Ivo Van Hove mêle théâtre et vidéo - en direct ou pré-enregistrée. Il scinde l'espace de jeu en trois parties : à gauche les loges où les comédiens se maquillent et se préparent (la naissance), au centre la scène et l'écran où les évènements se jouent (la vie) et à droite, les cercueils où les victimes de la famille et du nazisme viennent s'allonger (la mort). Chaque personnage suivra ce parcours. La vidéo souligne ce qu'il faut voir, zoom sur ce qui est suggéré, multiplie le nombre de personnages en scène, rappel les faits historiques au cas où ce qui se joue devant nous ne serait pas assez clair.

 

Von Hove propose une mise en scène qui surjoue la violence déjà portée par l'histoire. Cette violence sur la violence au lieu de porter le propos l'amoindrit en le caricaturant, au bord du grotesque et de l'indécence. Le tout trouvant son apothéose dans la scène finale qui semble condamner le public spectateur n'intervenant pas pour stopper le mal absolu.

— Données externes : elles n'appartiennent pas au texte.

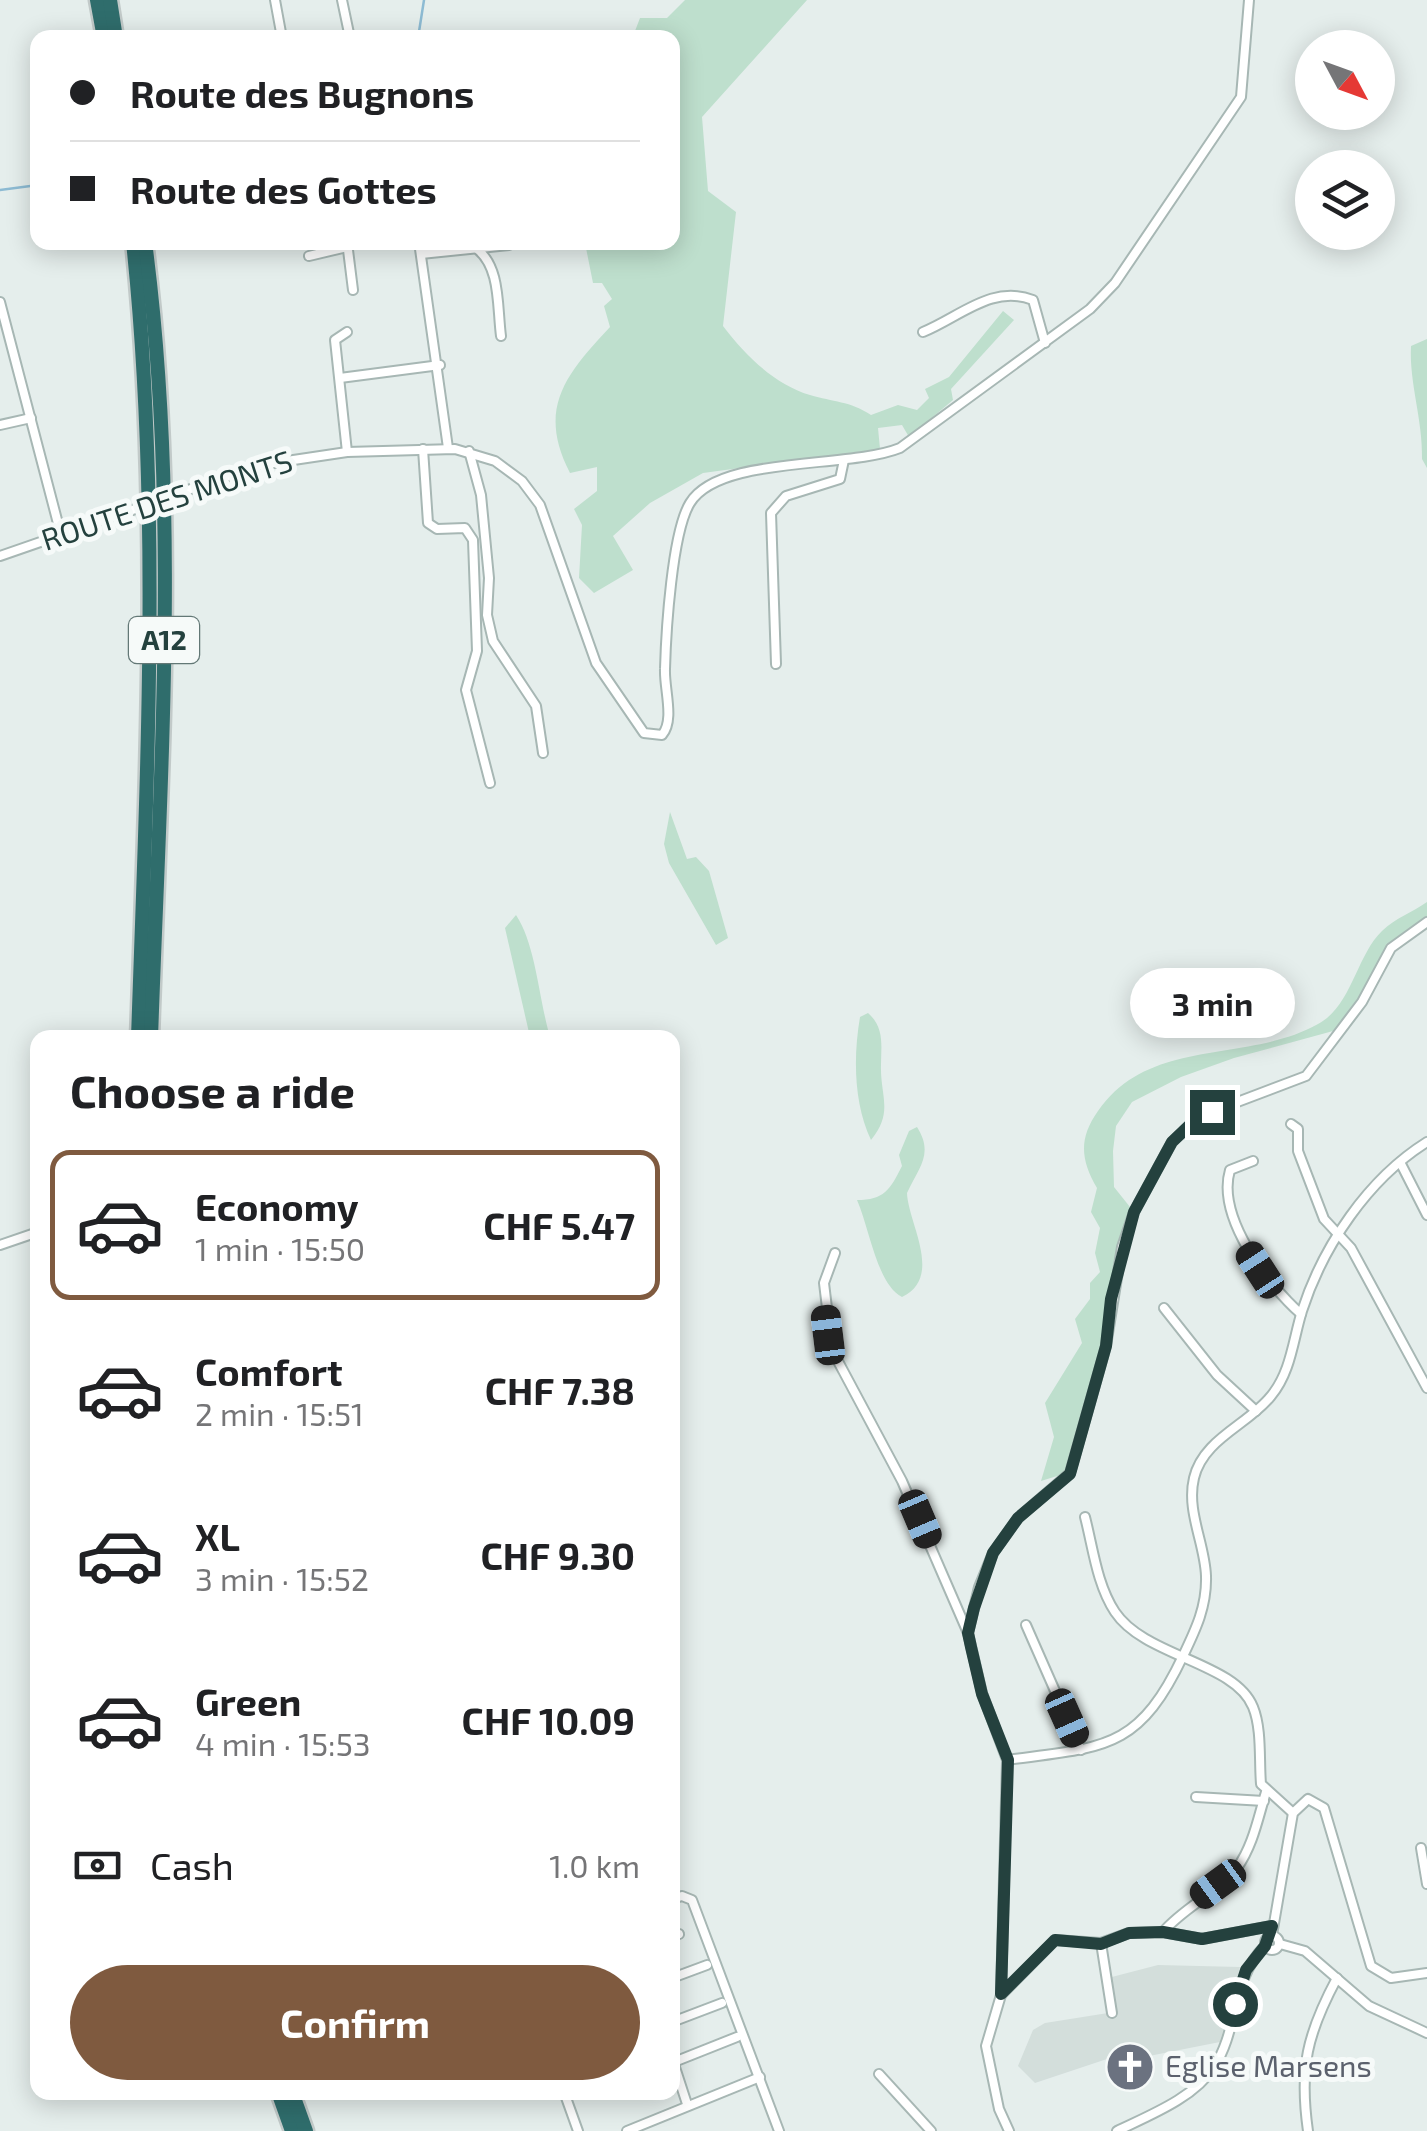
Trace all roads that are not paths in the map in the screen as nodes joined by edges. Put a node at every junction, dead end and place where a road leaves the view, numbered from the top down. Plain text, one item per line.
1 (98, 0) edge
2 (113, 0) edge
3 (275, 0) edge
4 (342, 0) edge
5 (1249, 0) edge
6 (103, 30) edge
7 (118, 30) edge
8 (281, 30) edge
9 (348, 30) edge
10 (133, 250) edge
11 (146, 250) edge
12 (330, 250) edge
13 (348, 250) edge
14 (420, 250) edge
15 (457, 250) edge
16 (479, 250) edge
17 (420, 254) junction
18 (309, 256) dead end
19 (353, 290) dead end
20 (0, 302) edge
21 (3, 325) edge
22 (347, 332) dead end
23 (923, 332) dead end
24 (500, 336) dead end
25 (1045, 343) junction
26 (440, 365) junction
27 (340, 378) junction
28 (31, 418) junction
29 (0, 424) edge
30 (448, 448) junction
31 (423, 450) junction
32 (469, 451) junction
33 (347, 452) junction
34 (844, 460) junction
35 (61, 535) junction
36 (0, 556) edge
37 (776, 664) dead end
38 (542, 753) dead end
39 (490, 783) dead end
40 (1427, 922) edge
41 (138, 1030) edge
42 (151, 1030) edge
43 (1291, 1124) dead end
44 (1427, 1142) edge
45 (1253, 1161) dead end
46 (1400, 1162) junction
47 (1427, 1215) edge
48 (1338, 1234) junction
49 (30, 1235) edge
50 (0, 1245) edge
51 (834, 1253) dead end
52 (1164, 1308) dead end
53 (1301, 1314) junction
54 (1427, 1388) edge
55 (1256, 1410) junction
56 (1084, 1517) dead end
57 (1026, 1625) dead end
58 (968, 1633) junction
59 (1182, 1658) junction
60 (1081, 1750) junction
61 (1008, 1760) junction
62 (1196, 1797) dead end
63 (1265, 1797) junction
64 (1293, 1813) junction
65 (1421, 1848) dead end
66 (1427, 1884) edge
67 (680, 1897) edge
68 (1272, 1930) junction
69 (1163, 1932) junction
70 (1101, 1944) junction
71 (1280, 1944) junction
72 (1265, 1946) junction
73 (706, 1964) dead end
74 (1427, 1973) edge
75 (680, 1975) edge
76 (1336, 1978) junction
77 (1001, 1994) junction
78 (722, 2002) dead end
79 (1112, 2013) dead end
80 (680, 2019) edge
81 (1427, 2033) edge
82 (736, 2037) dead end
83 (680, 2058) edge
84 (879, 2074) dead end
85 (760, 2077) junction
86 (680, 2082) edge
87 (281, 2100) edge
88 (295, 2100) edge
89 (567, 2100) edge
90 (687, 2104) junction
91 (292, 2131) edge
92 (306, 2131) edge
93 (578, 2131) edge
94 (627, 2131) edge
95 (779, 2131) edge
96 (931, 2131) edge
97 (1008, 2131) edge
98 (1117, 2131) edge
99 (1308, 2131) edge

1 - 6 highway
2 - 7 highway
3 - 8 street
4 - 9 street
5 - 25 street, ROUTE DES MONTS
10 - 41 highway, A12
11 - 42 highway, A12
12 - 18 street
13 - 19 street
14 - 17 street
15 - 17 street
16 - 24 street
17 - 26 street
20 - 21 street
21 - 28 street
22 - 27 street
23 - 25 street
25 - 34 street, ROUTE DES MONTS
26 - 27 street
26 - 30 street
27 - 33 street
28 - 29 street
28 - 35 street
30 - 31 street, ROUTE DES MONTS
30 - 32 street, ROUTE DES MONTS
31 - 33 street, ROUTE DES MONTS
31 - 39 street
32 - 34 street, ROUTE DES MONTS
32 - 38 street
33 - 35 street, ROUTE DES MONTS, bridge
34 - 37 street, ROUTE DES MONTS
35 - 36 street, ROUTE DES MONTS
40 - 58 street
43 - 48 street
44 - 46 street
45 - 53 street
46 - 47 street
46 - 48 street
48 - 53 street
48 - 54 street
49 - 50 street
51 - 58 street
52 - 55 street
53 - 55 street
55 - 59 street
56 - 59 street
57 - 60 street
58 - 61 street
59 - 60 street
59 - 63 street
60 - 61 street
61 - 77 street
62 - 63 street
63 - 64 street
63 - 69 street
64 - 68 street
64 - 74 street
65 - 66 street
67 - 85 street
68 - 69 street
68 - 71 street
68 - 72 street
69 - 70 street
70 - 77 street
70 - 79 street
71 - 72 street
71 - 76 street
72 - 98 street
73 - 75 street
76 - 81 street
76 - 99 street
77 - 97 street
78 - 80 street
82 - 83 street
84 - 96 street
85 - 90 street
85 - 95 street
86 - 90 street
87 - 91 highway
88 - 92 highway
89 - 93 street
90 - 94 street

Est-ce ces excès qui soulignent la faiblesse des dialogues de Visconti et l'incongruité de faire de Martin, en plus du reste, un pédophile ?

 

Dans ce déversement d'hystérie, Elsa Lepoivre, impressionnante toujours, Denis Podalydés, Guillaume Gallienne, Eric Genovese, Christophe Montenez, parfaitement effrayant et Eric Genovese demeurent remarquables.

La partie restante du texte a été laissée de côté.